**What is expected:** Report each line below that carries the word "edges".

**The input:**

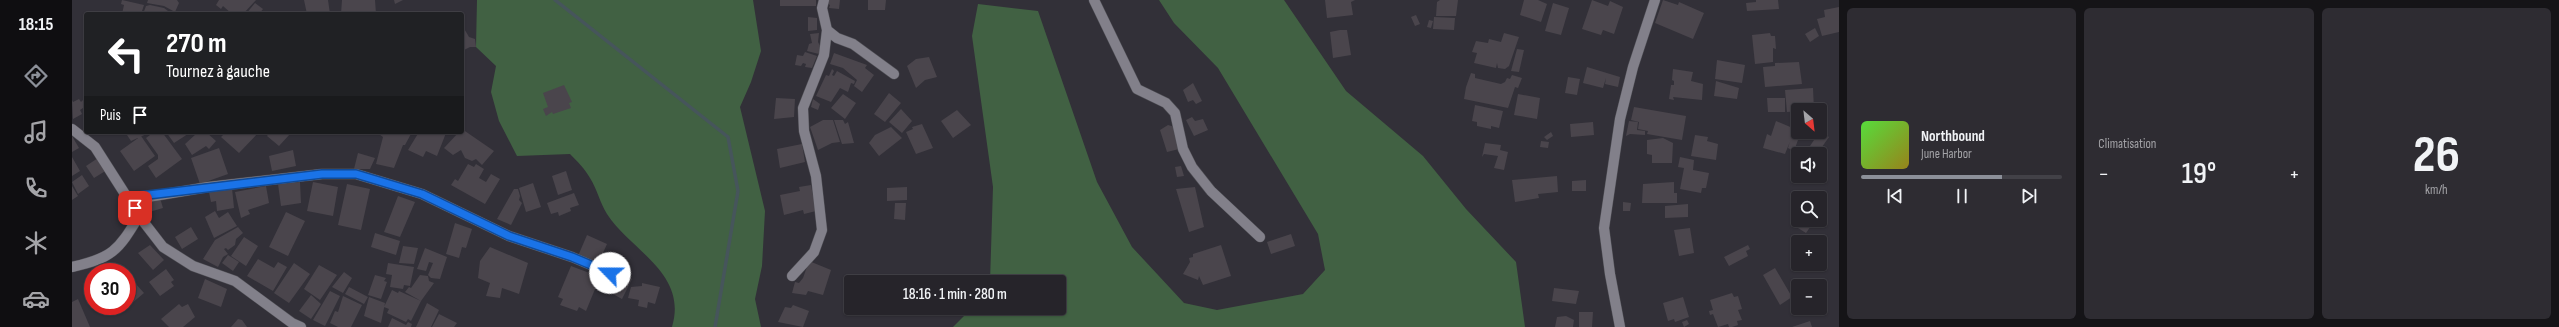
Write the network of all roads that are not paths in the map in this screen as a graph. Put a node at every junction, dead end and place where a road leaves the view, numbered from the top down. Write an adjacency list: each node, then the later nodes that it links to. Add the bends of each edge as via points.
1 (824, 0): 4 (street, via 822,8)
2 (1094, 0): 9 (street, via 1137,89 1166,103 1175,113 1183,149 1192,167 1211,191)
3 (1655, 0): 15 (street, via 1633,67 1620,119 1604,228)
4 (827, 30): 5 (street, via 837,38 853,44); 12 (street, via 824,55 803,108 804,131 818,189 822,230 814,252)
5 (894, 74)
6 (72, 129): 7 (street, via 95,147)
7 (130, 200): 8 (street); 11 (street, via 208,187 322,174 356,174 422,194 509,236)
8 (139, 216): 10 (street, via 122,245 109,256); 13 (street, via 163,247 192,266 235,281)
9 (1260, 237)
10 (72, 267)
11 (610, 273)
12 (792, 276)
13 (287, 325): 14 (street)
14 (301, 327)
15 (1620, 327)

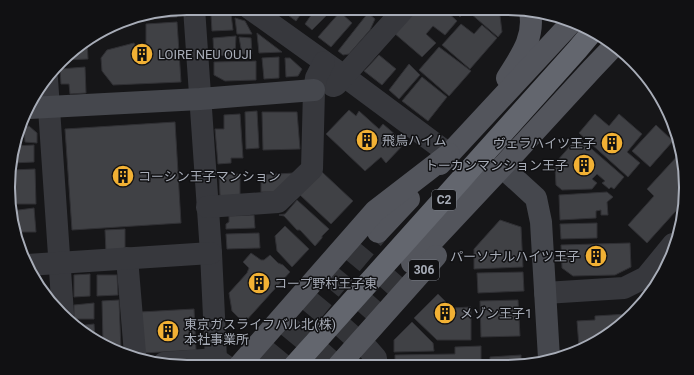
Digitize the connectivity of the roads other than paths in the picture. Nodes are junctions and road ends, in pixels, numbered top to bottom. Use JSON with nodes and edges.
{"nodes":[{"id":1,"x":194,"y":15,"type":"edge"},
{"id":2,"x":259,"y":15,"type":"edge"},
{"id":3,"x":393,"y":15,"type":"edge"},
{"id":4,"x":531,"y":16,"type":"edge"},
{"id":5,"x":568,"y":26,"type":"edge"},
{"id":6,"x":589,"y":36,"type":"edge"},
{"id":7,"x":596,"y":40,"type":"edge"},
{"id":8,"x":611,"y":50,"type":"edge"},
{"id":9,"x":324,"y":62,"type":"junction"},
{"id":10,"x":344,"y":76,"type":"junction"},
{"id":11,"x":314,"y":90,"type":"junction"},
{"id":12,"x":43,"y":94,"type":"edge"},
{"id":13,"x":200,"y":99,"type":"junction"},
{"id":14,"x":39,"y":107,"type":"edge"},
{"id":15,"x":477,"y":124,"type":"junction"},
{"id":16,"x":449,"y":154,"type":"junction"},
{"id":17,"x":502,"y":167,"type":"junction"},
{"id":18,"x":207,"y":207,"type":"junction"},
{"id":19,"x":378,"y":232,"type":"tunnel mouth"},
{"id":20,"x":667,"y":251,"type":"edge"},
{"id":21,"x":211,"y":253,"type":"junction"},
{"id":22,"x":127,"y":258,"type":"junction"},
{"id":23,"x":412,"y":263,"type":"tunnel mouth"},
{"id":24,"x":60,"y":264,"type":"junction"},
{"id":25,"x":33,"y":265,"type":"edge"},
{"id":26,"x":638,"y":291,"type":"edge"},
{"id":27,"x":545,"y":293,"type":"junction"},
{"id":28,"x":62,"y":305,"type":"edge"},
{"id":29,"x":361,"y":341,"type":"junction"},
{"id":30,"x":135,"y":352,"type":"edge"},
{"id":31,"x":548,"y":355,"type":"edge"},
{"id":32,"x":221,"y":360,"type":"edge"},
{"id":33,"x":244,"y":360,"type":"edge"},
{"id":34,"x":299,"y":360,"type":"edge"},
{"id":35,"x":312,"y":360,"type":"edge"},
{"id":36,"x":344,"y":360,"type":"edge"},
{"id":37,"x":376,"y":360,"type":"edge"}],
"edges":[{"from":1,"to":13,"type":"street"},
{"from":2,"to":9,"type":"street"},
{"from":3,"to":10,"type":"street"},
{"from":4,"to":15,"type":"main road"},
{"from":5,"to":15,"type":"main road"},
{"from":6,"to":34,"type":"highway","number":"C2"},
{"from":7,"to":35,"type":"highway","number":"C2"},
{"from":8,"to":17,"type":"main road","number":"306"},
{"from":9,"to":10,"type":"street"},
{"from":9,"to":11,"type":"street"},
{"from":10,"to":11,"type":"street"},
{"from":10,"to":16,"type":"street"},
{"from":11,"to":13,"type":"street"},
{"from":11,"to":18,"type":"street"},
{"from":12,"to":14,"type":"street"},
{"from":13,"to":14,"type":"street"},
{"from":13,"to":18,"type":"street"},
{"from":14,"to":24,"type":"street"},
{"from":15,"to":16,"type":"main road"},
{"from":16,"to":19,"type":"main road"},
{"from":16,"to":33,"type":"main road"},
{"from":17,"to":23,"type":"main road","number":"306"},
{"from":17,"to":27,"type":"street"},
{"from":17,"to":29,"type":"main road","number":"306"},
{"from":18,"to":21,"type":"street"},
{"from":20,"to":26,"type":"street"},
{"from":21,"to":22,"type":"street"},
{"from":21,"to":32,"type":"street"},
{"from":22,"to":24,"type":"street"},
{"from":22,"to":30,"type":"street"},
{"from":24,"to":25,"type":"street"},
{"from":24,"to":28,"type":"street"},
{"from":26,"to":27,"type":"street"},
{"from":27,"to":31,"type":"street"},
{"from":29,"to":36,"type":"main road","number":"306"},
{"from":29,"to":37,"type":"street"}]}
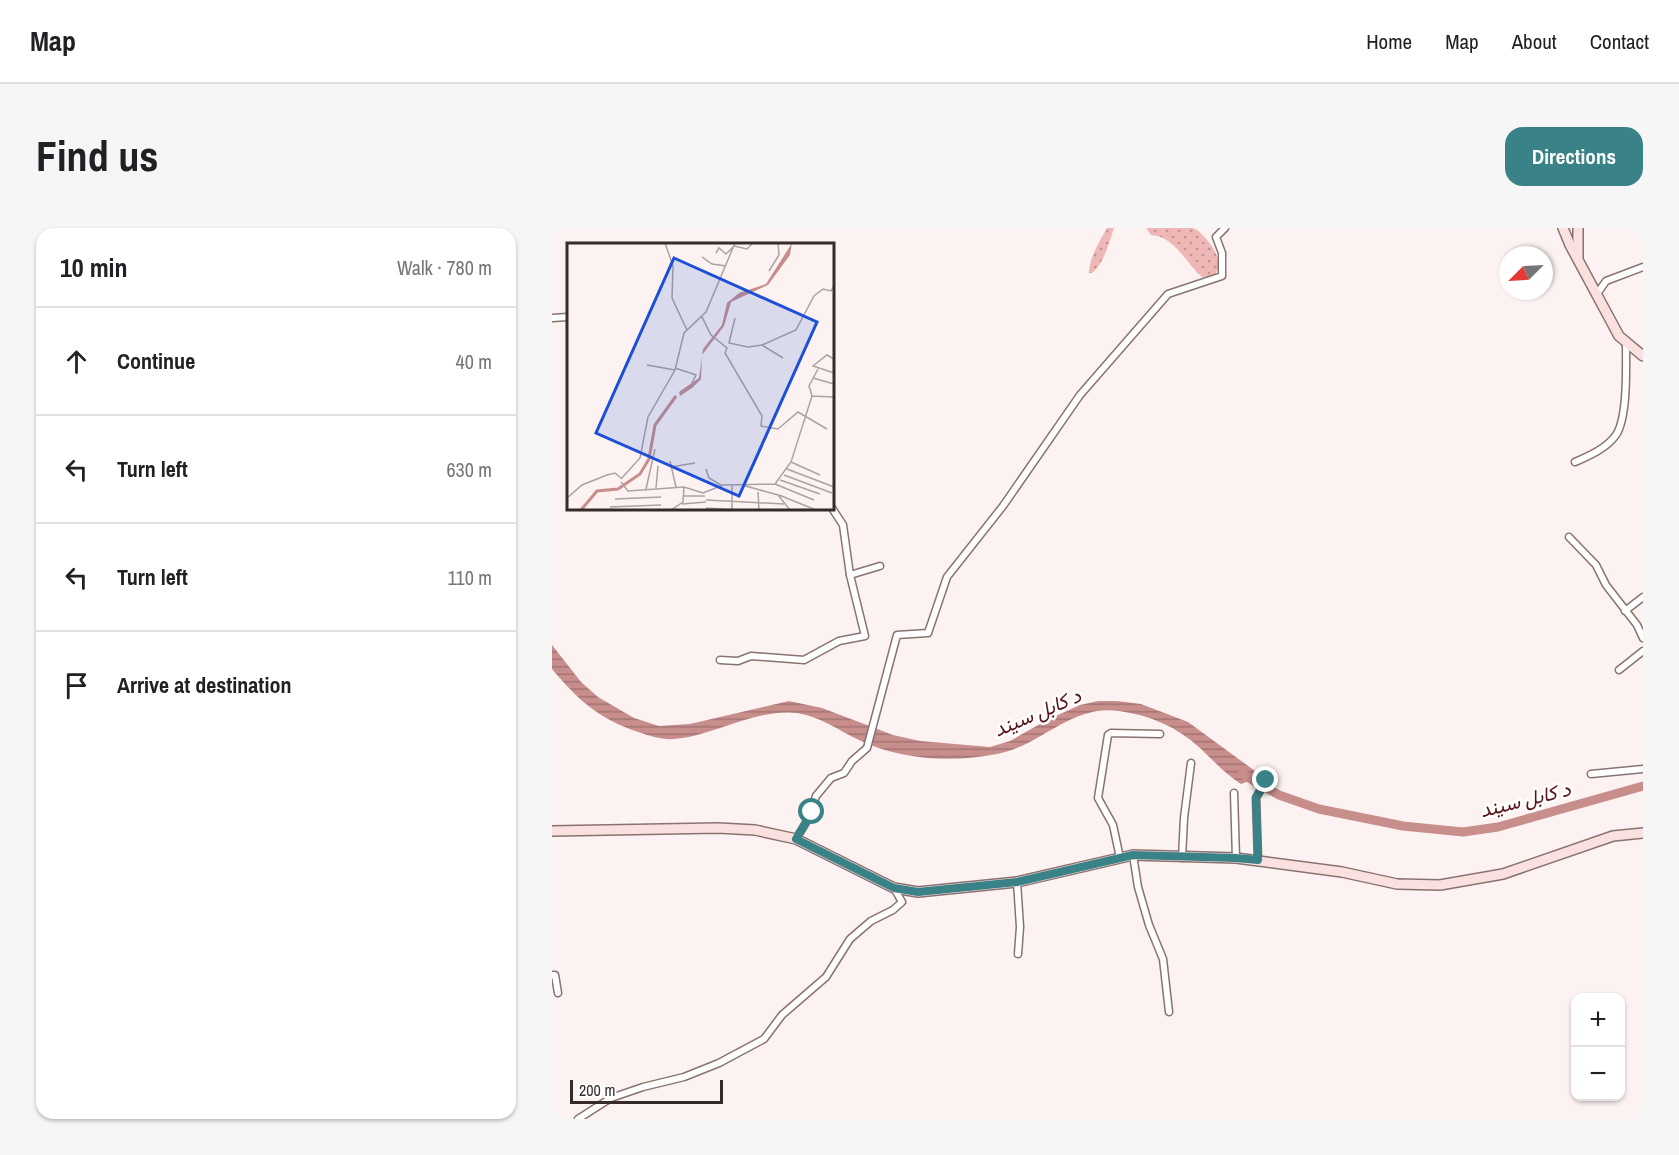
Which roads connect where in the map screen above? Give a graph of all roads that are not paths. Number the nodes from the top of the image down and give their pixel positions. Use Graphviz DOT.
graph roads {
  1 [pos="1225,228"];
  2 [pos="1563,228"];
  3 [pos="1578,228"];
  4 [pos="1578,259"];
  5 [pos="1643,267"];
  6 [pos="1597,294"];
  7 [pos="567,317"];
  8 [pos="552,318"];
  9 [pos="1626,343"];
  10 [pos="1643,356"];
  11 [pos="1575,462"];
  12 [pos="833,510"];
  13 [pos="1569,537"];
  14 [pos="879,566"];
  15 [pos="850,575"];
  16 [pos="1643,597"];
  17 [pos="1625,611"];
  18 [pos="1643,638"];
  19 [pos="1643,651"];
  20 [pos="720,660"];
  21 [pos="1619,670"];
  22 [pos="1160,734"];
  23 [pos="1191,763"];
  24 [pos="1643,769"];
  25 [pos="1591,774"];
  26 [pos="1266,780"];
  27 [pos="1234,793"];
  28 [pos="552,831"];
  29 [pos="1643,833"];
  30 [pos="796,839"];
  31 [pos="1133,855"];
  32 [pos="1120,858"];
  33 [pos="1182,858"];
  34 [pos="1236,858"];
  35 [pos="1258,860"];
  36 [pos="1017,882"];
  37 [pos="894,888"];
  38 [pos="1018,954"];
  39 [pos="552,975"];
  40 [pos="558,993"];
  41 [pos="1169,1012"];
  42 [pos="578,1119"];
  1 -- 30 [label="street"];
  2 -- 4 [label="main road"];
  3 -- 4 [label="main road"];
  4 -- 6 [label="main road"];
  5 -- 6 [label="street"];
  6 -- 9 [label="main road"];
  7 -- 8 [label="street"];
  9 -- 10 [label="main road"];
  9 -- 11 [label="street"];
  12 -- 15 [label="street"];
  13 -- 17 [label="street"];
  14 -- 15 [label="street"];
  15 -- 20 [label="street"];
  16 -- 17 [label="street"];
  17 -- 18 [label="street"];
  19 -- 21 [label="street"];
  22 -- 32 [label="street"];
  23 -- 33 [label="street"];
  24 -- 25 [label="street"];
  26 -- 35 [label="street"];
  27 -- 34 [label="street"];
  28 -- 30 [label="main road"];
  29 -- 35 [label="main road"];
  30 -- 37 [label="main road"];
  31 -- 32 [label="main road"];
  31 -- 33 [label="main road"];
  31 -- 41 [label="street"];
  32 -- 36 [label="main road"];
  33 -- 34 [label="main road"];
  34 -- 35 [label="main road"];
  36 -- 37 [label="main road"];
  36 -- 38 [label="street"];
  37 -- 42 [label="street"];
  39 -- 40 [label="street"];
}
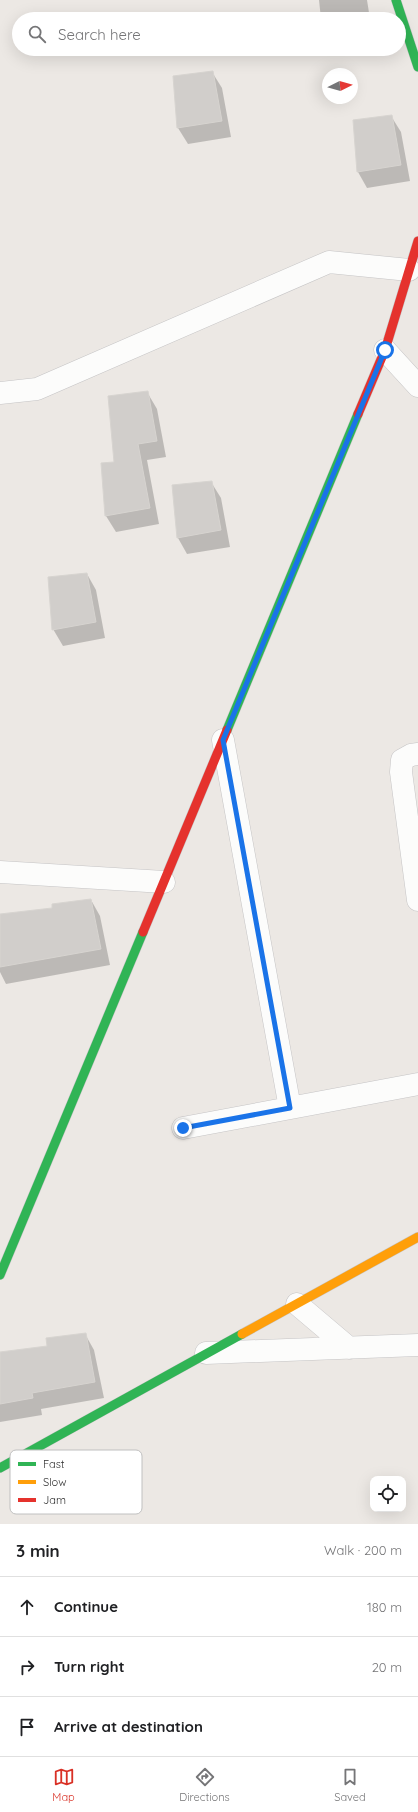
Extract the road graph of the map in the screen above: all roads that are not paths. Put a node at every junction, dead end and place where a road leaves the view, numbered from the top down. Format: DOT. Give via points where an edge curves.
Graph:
graph roads {
  1 [pos="396,0"];
  2 [pos="400,12"];
  3 [pos="406,30"];
  4 [pos="418,67"];
  5 [pos="418,241"];
  6 [pos="409,270"];
  7 [pos="385,350"];
  8 [pos="418,386"];
  9 [pos="0,393"];
  10 [pos="223,740"];
  11 [pos="418,754"];
  12 [pos="0,872"];
  13 [pos="164,882"];
  14 [pos="418,900"];
  15 [pos="418,1084"];
  16 [pos="290,1108"];
  17 [pos="183,1128"];
  18 [pos="418,1237"];
  19 [pos="0,1275"];
  20 [pos="297,1304"];
  21 [pos="418,1345"];
  22 [pos="349,1348"];
  23 [pos="206,1353"];
  24 [pos="32,1450"];
  25 [pos="10,1462"];
  26 [pos="0,1468"];
  1 -- 2 [label="street"];
  3 -- 4 [label="street"];
  5 -- 6 [label="street"];
  6 -- 7 [label="street"];
  6 -- 9 [label="street" via="329,262 37,388"];
  7 -- 8 [label="street"];
  7 -- 10 [label="street"];
  10 -- 13 [label="street"];
  10 -- 16 [label="street"];
  11 -- 14 [label="street" via="402,760 400,772"];
  12 -- 13 [label="street"];
  13 -- 19 [label="street"];
  15 -- 16 [label="street"];
  16 -- 17 [label="street"];
  18 -- 20 [label="street"];
  20 -- 22 [label="street"];
  20 -- 23 [label="street"];
  21 -- 22 [label="street"];
  22 -- 23 [label="street"];
  23 -- 24 [label="street"];
  25 -- 26 [label="street"];
}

**Written solution:**
Digitize the connectivity of the roads other than paths in the picture. Nodes are junctions and road ends, in pixels, numbered top to bottom. Use JSON with nodes and edges.
"edges":[{"from":1,"to":13,"type":"street"},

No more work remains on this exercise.